Study suggests feeders might cause more bird deaths
Feeder location is key to reducing risk of collisions with windows
By: Kevin Ma
| Posted: Saturday, Sep 22, 2012 06:00 am
Up to 22 million birds die from smacking into Canadian homes a year, suggests a new study, and bird feeders may be partially to blame.
University of Alberta biologist Erin Bayne published a study on bird collisions in Wildlife Research last week. The study, which tracked the number of birds that hit homes in the Edmonton region, suggests that about 180,000 birds died from such collisions each year. Extrapolated to all of Canada, and that works out to about 22 million.
The study also found that collisions were 1.5 to three times more likely at homes that had bird feeders compared to those that did not.
This doesn’t mean you should throw out your feeder, though, Bayne emphasized — feeders help birds by giving them food.
“Birds die because of speed,” he said, and there are many simple tricks you can use to get them to slow down.
Birder Jack Dehaas said he has 12 bird feeders in his backyard just west of St. Albert.
“We have 15 to 20 different species every day,” he said, including finches, nuthatches, blue jays and woodpeckers.
He’s heard about three birds a week smack into his home in the last month.
“Inside the home, we hear a bang and we know what’s happened,” he said.
He and his wife rush out to help whenever they hear a hit, and almost invariably find a concussed purple finch by their window.
“More often than not they don’t make it,” he said.
Researchers had previously guessed that about 100 million to a billion birds die like this in the U.S. every year, Bayne said — a range too broad to be of use for conservationists. In 2009 and 2010, he had his students survey 1,458 homeowners in the Edmonton and St. Albert region to get a better estimate.
About 39 per cent of those owners recalled a bird strike on their home in the last year, according to the study, which works out to about two per home per year.
“We had several homes where we had people reporting 20 birds killed in a year,” Bayne said — the highest was 43.
Rural homes had about two to three times more hits and deaths a year than urban ones, the study found, likely because there are more birds in the country. Homes with feeders and homes in older neighbourhoods also had more hits – again, likely because the feeders and older trees drew in more birds.
It’s unclear how the estimated 22 million deaths are actually affecting bird populations, Bayne said.
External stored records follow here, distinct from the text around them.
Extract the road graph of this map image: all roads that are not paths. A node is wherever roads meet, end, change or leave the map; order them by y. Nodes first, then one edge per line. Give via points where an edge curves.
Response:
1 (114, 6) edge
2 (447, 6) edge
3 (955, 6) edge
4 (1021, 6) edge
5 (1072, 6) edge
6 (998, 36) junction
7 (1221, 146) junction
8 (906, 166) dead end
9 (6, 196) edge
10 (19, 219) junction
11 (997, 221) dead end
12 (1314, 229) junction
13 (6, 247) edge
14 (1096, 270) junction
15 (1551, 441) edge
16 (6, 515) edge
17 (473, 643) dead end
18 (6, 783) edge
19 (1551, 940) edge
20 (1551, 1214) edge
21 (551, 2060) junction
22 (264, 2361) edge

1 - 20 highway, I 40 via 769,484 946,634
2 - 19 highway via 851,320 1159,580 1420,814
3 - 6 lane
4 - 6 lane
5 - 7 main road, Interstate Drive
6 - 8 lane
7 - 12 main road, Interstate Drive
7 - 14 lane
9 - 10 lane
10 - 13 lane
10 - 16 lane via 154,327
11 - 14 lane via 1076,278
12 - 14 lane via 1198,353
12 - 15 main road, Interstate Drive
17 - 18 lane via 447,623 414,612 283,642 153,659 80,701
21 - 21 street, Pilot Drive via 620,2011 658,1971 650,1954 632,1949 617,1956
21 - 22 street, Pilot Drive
The study didn’t track the precise species of each bird, and there are about five billion birds in Canada.
Most of these birds are smacking into windows, he continued, flying into them in a panic, mistaking reflections for trees or not realizing the windows are there.
You can reduce the chance of fatal collisions by moving your feeder, Bayne said. Putting it far from your home reduces the odds that a bird will fly into a window, for example, while putting a feeder right next to the home will reduce the space birds have in which to accelerate. Feeders two to five metres from a home tend to cause the most collisions.
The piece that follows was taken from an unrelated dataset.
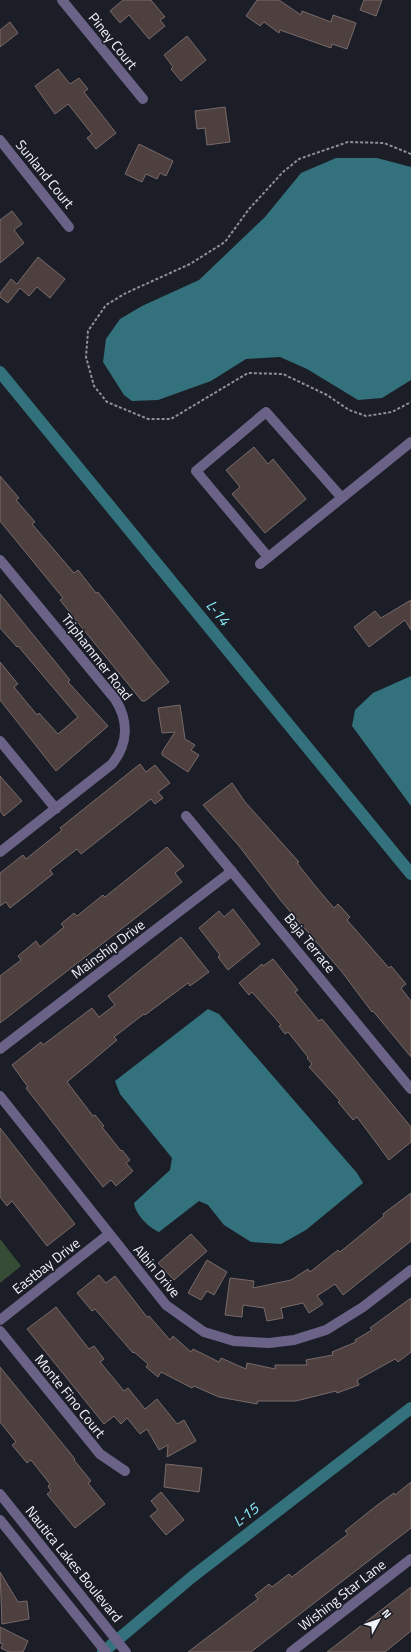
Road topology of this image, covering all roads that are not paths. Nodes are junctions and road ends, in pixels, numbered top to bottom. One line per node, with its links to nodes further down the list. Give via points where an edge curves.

“If you have a bigger yard, definitely put (the feeder) near the very far back,” he said. “It’s not an ideal place for watching, but it’s definitely the place that’s safest for the birds.”
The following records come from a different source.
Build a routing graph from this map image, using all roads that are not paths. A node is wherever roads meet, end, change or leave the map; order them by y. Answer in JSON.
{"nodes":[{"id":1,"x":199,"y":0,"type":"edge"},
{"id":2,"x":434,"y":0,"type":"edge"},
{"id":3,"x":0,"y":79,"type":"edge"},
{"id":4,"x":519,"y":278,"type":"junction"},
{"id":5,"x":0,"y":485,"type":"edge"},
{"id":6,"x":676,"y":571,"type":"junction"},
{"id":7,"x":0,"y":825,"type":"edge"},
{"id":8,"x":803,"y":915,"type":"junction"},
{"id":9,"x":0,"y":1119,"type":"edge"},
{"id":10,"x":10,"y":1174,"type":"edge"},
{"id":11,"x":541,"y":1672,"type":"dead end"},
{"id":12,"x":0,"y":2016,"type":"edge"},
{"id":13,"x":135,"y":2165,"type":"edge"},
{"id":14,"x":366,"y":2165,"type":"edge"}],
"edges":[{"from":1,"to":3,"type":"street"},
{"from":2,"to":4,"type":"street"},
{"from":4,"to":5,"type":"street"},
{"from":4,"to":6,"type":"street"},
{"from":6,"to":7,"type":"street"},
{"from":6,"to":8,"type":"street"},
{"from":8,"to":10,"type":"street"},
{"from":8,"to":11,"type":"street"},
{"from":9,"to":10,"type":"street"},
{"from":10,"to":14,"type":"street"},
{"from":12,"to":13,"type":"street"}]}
You can also use tape, streamers, decals and blinds to make windows more visible for birds, he said. One person in the study strung a tight net over his window so the birds would bounce off it.
Dehaas said he’s hung pie plates in front of his windows but the birds are still hitting them.
“It’s a little bit mystifying,” he said. “Maybe I need a whole bed-sheet there?”
There’s not much you can do to help a bird after it’s hit your window, said Jim Lange, a veteran birder at Edmonton’s Wildbird General Store, as they often have severe head trauma.
If the bird is still alive, Lange suggests putting it in an open box and watching it for a bit.
“In a lot of cases, the bird will just be stunned and will recover on its own,” he said.